Enquanto Sinclair aposta que humanos poderão viver até 200 anos, Lu discorda. “Há muita coisa que dá errado conforme envelhecemos”, pondera. Seu trabalho com OSK, diz, foi mais uma prova de conceito que uma bala de prata. Mas mudou a conversa: “Há seis anos, não se falava em rejuvenescimento. Não usávamos essa palavra — havia resistência. Hoje, a ideia de que se pode reverter a idade molecular foi aceita.”
O olho como porta de entrada
A escolha do olho não foi acaso. Além da acessibilidade cirúrgica, a retina e o nervo óptico são extensões do sistema nervoso central — o que significa que lições aprendidas ali podem, no futuro, iluminar caminhos para doenças neurodegenerativas mais amplas. O glaucoma, alvo do ensaio atual, atinge milhões no mundo e ainda carece de tratamentos que restauram visão perdida, não apenas que desaceleram a progressão.
Se o ER-100 mostrar segurança e eficácia em humanos, a porta se abre para testar a mesma lógica em outras estruturas oculares e, quem sabe, além delas. Lu, porém, mantém os pés no chão: “A ciência avança em passos pequenos. O que parece mágica hoje é resultado de anos de tentativas que falharam.”
Um campo em ebulição, mas com cautela necessária
O entusiasmo do mercado e da mídia contrasta com a prudência dos reguladores. Agências como FDA e Anvisa exigem dados robustos de segurança a longo prazo — especialmente quando se mexe no relógio biológico de células que não se dividem, como neurônios. O risco de efeitos colaterais tardios, incluindo transformação maligna, permanece no radar.
Paralelamente, a identificação de genes protetores específicos para cada tecido — como o achado recente de Lu para a retina — sugere que o futuro não será uma “pílula única” contra o envelhecimento, mas um conjunto de intervenções personalizadas por órgão e patologia.
Conclusão: a visão de quem enxerga além
Ryan Lu não busca a imortalidade.

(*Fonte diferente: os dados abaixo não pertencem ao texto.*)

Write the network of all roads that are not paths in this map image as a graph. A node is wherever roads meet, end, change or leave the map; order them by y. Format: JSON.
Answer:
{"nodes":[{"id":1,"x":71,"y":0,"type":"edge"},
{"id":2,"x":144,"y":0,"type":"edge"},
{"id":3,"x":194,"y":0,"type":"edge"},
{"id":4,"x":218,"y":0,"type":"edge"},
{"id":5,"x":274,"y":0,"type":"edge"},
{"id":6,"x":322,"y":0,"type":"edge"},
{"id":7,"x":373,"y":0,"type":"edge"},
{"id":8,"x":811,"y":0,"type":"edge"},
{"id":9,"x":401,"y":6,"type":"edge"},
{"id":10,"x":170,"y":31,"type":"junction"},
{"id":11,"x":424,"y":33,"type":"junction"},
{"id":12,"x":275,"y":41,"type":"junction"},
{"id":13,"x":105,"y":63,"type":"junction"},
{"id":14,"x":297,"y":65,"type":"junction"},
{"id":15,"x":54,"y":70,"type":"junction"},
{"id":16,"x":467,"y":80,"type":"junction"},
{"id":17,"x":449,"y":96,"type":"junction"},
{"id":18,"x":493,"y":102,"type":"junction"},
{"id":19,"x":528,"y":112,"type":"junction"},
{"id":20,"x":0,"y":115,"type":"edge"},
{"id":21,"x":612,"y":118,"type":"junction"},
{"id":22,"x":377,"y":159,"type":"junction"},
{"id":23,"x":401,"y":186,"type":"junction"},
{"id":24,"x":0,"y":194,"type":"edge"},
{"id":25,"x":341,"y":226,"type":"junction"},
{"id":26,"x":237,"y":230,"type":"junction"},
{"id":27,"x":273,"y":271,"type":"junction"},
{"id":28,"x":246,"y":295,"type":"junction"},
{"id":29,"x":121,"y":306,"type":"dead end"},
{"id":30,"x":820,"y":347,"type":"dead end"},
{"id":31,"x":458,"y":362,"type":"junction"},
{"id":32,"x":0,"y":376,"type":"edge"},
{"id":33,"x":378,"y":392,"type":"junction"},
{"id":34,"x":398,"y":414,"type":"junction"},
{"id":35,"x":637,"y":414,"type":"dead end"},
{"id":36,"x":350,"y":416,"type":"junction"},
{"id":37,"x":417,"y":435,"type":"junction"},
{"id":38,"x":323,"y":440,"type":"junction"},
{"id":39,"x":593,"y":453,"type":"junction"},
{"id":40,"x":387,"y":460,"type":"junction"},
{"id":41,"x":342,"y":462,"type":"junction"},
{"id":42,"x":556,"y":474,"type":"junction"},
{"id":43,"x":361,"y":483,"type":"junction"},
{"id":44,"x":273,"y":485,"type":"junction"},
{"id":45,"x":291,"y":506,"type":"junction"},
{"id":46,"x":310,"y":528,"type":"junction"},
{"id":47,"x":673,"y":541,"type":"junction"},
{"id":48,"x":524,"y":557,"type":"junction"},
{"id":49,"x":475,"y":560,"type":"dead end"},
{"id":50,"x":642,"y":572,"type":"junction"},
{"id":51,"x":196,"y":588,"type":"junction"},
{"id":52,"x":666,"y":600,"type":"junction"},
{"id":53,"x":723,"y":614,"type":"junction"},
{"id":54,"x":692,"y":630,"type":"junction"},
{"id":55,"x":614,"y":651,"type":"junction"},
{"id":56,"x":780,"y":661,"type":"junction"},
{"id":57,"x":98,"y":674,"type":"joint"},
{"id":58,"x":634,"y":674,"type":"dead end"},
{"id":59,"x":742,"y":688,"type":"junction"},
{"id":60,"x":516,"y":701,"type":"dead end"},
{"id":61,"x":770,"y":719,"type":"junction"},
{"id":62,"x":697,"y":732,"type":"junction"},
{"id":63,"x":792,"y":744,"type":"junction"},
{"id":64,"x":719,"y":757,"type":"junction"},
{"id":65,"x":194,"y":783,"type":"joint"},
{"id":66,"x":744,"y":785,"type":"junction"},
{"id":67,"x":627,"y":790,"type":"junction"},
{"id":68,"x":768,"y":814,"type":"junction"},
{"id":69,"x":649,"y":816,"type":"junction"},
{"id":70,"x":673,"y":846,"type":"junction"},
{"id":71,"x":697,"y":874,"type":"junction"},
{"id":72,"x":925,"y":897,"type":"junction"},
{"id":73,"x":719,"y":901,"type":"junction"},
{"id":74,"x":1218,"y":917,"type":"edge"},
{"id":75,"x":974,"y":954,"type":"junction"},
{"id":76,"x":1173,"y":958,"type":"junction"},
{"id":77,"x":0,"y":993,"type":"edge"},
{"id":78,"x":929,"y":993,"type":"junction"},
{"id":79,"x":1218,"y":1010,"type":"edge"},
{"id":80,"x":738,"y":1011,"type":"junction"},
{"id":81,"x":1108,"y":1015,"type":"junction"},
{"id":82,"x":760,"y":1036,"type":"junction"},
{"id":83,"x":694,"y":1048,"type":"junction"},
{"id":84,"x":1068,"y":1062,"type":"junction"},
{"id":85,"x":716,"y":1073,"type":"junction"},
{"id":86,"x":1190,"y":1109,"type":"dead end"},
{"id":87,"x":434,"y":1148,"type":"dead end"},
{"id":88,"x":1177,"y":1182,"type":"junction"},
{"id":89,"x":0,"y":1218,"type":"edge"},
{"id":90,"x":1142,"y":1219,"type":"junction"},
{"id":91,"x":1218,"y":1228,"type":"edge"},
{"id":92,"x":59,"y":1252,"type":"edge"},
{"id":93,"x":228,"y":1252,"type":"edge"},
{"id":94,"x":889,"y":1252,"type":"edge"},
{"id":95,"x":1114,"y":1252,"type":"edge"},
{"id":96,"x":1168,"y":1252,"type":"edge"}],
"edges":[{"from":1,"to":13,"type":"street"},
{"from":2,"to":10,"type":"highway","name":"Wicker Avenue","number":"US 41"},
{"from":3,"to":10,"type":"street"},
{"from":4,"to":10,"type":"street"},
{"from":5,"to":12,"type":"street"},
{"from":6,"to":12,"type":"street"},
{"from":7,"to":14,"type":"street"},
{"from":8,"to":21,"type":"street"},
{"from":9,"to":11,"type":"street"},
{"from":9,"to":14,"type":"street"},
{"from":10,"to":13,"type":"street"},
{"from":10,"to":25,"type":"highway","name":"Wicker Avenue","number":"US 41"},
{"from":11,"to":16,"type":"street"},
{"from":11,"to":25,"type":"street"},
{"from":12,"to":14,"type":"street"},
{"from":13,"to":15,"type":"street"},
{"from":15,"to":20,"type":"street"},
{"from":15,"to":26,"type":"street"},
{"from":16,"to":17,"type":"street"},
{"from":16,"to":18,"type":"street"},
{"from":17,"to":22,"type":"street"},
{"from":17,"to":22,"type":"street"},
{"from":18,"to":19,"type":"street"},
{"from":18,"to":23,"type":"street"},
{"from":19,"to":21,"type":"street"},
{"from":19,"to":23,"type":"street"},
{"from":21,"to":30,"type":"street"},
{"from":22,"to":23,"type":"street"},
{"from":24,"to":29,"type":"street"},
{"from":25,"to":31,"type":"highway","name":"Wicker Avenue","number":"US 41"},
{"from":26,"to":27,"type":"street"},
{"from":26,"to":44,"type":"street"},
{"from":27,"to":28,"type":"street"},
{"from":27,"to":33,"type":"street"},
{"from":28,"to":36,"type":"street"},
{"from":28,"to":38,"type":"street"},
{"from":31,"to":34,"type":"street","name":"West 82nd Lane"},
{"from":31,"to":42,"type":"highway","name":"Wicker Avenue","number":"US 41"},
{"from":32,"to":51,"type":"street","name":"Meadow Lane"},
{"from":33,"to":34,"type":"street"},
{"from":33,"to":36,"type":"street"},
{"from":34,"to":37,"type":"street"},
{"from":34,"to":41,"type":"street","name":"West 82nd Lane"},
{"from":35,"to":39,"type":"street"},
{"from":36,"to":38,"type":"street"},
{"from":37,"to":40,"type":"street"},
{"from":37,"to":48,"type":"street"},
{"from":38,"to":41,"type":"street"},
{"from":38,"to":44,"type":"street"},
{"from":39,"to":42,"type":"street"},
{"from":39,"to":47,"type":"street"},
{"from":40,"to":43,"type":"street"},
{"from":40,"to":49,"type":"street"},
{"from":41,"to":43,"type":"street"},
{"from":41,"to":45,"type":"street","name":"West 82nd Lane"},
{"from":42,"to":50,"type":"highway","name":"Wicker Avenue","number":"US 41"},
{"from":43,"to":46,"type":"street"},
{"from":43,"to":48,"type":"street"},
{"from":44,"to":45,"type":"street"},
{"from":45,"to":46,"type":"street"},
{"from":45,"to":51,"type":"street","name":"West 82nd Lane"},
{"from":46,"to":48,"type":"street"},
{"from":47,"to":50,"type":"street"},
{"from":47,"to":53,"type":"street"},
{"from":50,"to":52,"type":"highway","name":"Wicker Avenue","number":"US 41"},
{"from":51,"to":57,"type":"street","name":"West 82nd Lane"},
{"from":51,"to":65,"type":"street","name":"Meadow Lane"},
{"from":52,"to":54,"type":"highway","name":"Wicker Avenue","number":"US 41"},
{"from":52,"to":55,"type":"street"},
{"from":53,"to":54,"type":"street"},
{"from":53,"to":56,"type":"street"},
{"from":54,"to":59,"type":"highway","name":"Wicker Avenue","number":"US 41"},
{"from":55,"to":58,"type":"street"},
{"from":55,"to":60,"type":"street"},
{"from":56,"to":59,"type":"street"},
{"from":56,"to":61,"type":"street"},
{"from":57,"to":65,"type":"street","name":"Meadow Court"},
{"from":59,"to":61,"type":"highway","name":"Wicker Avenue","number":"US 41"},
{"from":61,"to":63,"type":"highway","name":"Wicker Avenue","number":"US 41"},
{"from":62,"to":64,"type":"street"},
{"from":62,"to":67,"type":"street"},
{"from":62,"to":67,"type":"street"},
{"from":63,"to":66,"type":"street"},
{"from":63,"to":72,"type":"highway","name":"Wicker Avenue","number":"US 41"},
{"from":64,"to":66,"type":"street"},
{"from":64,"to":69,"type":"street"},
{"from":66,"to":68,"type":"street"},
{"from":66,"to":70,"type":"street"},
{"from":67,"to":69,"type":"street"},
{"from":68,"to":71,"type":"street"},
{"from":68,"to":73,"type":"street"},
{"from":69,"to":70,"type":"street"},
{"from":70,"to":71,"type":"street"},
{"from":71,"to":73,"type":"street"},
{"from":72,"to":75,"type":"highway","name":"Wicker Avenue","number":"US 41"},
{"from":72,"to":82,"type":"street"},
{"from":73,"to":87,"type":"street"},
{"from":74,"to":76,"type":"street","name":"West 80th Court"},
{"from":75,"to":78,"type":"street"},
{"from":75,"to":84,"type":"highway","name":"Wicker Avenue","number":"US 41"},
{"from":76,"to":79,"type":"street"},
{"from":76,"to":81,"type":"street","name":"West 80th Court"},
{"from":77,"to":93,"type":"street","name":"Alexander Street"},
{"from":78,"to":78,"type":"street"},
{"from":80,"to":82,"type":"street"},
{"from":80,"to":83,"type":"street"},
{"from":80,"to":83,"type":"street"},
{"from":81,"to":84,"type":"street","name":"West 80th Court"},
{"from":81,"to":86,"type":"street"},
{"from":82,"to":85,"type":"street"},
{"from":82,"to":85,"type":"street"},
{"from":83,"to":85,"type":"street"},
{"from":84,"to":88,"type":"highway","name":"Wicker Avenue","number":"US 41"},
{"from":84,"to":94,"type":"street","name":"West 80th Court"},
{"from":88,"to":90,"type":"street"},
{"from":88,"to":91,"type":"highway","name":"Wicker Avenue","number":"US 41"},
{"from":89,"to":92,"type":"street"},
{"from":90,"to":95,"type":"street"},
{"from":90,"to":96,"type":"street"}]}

Busca devolver a quem está perdendo a visão a chance de cruzar a rua com segurança, ler um livro, reconhecer o rosto de um neto. Seus óculos escuros, que reagem à luz, são uma metáfora discreta: a ciência também precisa se adaptar à intensidade do momento — nem cegar pelo brilho do hype, nem ficar na penumbra da inação. O primeiro paciente tratado com ER-100 carrega, no olho, a esperança de que o futuro imaginado por Sinclair em 2018 comece a se tornar presente.